Rachel Mackintosh, Betsy Marshall © 14 April 2024

Unitarians are a mixed metaphor. Roots from flora, wings from fauna.

There is no exact Greek mythical creature to represent this idea but perhaps we can think of a dryad or tree-nymph, maybe combined with a phoenix, the bird who rises.

We are a mixed metaphor and a mixed faith, one that values pluralism and whose hymn book is called Singing the Living Tradition.

A stylised flower with love at the centre and one petal each for interdependence, equity, transformation, pluralism, generosity, and justice. Image by Tanya Webster.

The shared values we spent several services exploring under Clay’s leadership last year are expected to be given official status at the 2024 general assembly of the Unitarian Universalist Association. They are represented in a flower with love at the centre and one petal each for interdependence, equity, transformation, pluralism, generosity, and justice.

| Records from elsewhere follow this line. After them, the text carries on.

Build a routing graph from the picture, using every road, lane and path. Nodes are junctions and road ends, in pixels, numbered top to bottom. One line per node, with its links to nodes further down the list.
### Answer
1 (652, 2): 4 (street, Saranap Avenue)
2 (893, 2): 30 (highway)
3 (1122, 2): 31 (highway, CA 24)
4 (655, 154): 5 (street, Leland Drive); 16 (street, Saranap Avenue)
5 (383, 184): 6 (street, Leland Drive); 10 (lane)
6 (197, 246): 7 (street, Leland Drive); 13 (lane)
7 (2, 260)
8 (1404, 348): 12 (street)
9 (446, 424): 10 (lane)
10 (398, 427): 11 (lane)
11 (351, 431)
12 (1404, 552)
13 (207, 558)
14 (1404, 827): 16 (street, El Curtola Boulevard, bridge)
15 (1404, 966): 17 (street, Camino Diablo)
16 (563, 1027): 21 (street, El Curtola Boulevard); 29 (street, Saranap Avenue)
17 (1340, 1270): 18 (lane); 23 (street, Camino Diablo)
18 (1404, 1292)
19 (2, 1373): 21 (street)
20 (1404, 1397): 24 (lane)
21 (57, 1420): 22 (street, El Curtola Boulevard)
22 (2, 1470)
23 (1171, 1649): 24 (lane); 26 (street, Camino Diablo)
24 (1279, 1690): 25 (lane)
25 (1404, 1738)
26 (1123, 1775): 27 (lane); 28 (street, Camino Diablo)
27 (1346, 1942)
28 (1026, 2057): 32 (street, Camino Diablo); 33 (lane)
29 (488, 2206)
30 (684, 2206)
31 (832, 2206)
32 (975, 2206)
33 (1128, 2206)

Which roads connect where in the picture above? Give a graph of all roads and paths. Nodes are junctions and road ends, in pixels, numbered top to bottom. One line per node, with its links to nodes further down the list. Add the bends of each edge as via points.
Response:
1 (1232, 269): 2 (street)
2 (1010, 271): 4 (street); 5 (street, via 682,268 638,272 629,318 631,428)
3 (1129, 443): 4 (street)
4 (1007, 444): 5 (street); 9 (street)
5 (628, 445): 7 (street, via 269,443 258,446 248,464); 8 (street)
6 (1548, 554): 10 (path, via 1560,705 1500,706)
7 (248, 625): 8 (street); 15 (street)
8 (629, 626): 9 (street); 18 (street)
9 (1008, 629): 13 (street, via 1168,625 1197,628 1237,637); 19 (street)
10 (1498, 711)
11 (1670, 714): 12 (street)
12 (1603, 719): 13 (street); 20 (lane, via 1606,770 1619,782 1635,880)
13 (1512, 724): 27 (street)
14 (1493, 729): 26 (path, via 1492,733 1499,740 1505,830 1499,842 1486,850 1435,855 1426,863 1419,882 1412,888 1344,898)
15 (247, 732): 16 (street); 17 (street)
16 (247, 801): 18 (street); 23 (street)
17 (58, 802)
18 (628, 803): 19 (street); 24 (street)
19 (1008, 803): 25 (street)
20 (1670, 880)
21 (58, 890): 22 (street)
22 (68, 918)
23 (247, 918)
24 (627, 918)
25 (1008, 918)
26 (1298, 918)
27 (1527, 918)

The shared values represent our living tradition. It is a tradition that has taken us from a Christian faith in 16th century Europe to the pluralist, non-credal faith of today, where we live the questions rather than seeking solace in definite answers, and where we work in community to transform our own and our shared humanity so that the world can be more just and so that in our own lives, we can find truth and meaning.

The shared values can be seen as the wings that set us free. They allow us to pursue our free and responsible search for truth and meaning, to appreciate the interdependent web of all existence, to value the inherent worth and dignity of all people, to seek justice, and to transform, like a hungry caterpillar.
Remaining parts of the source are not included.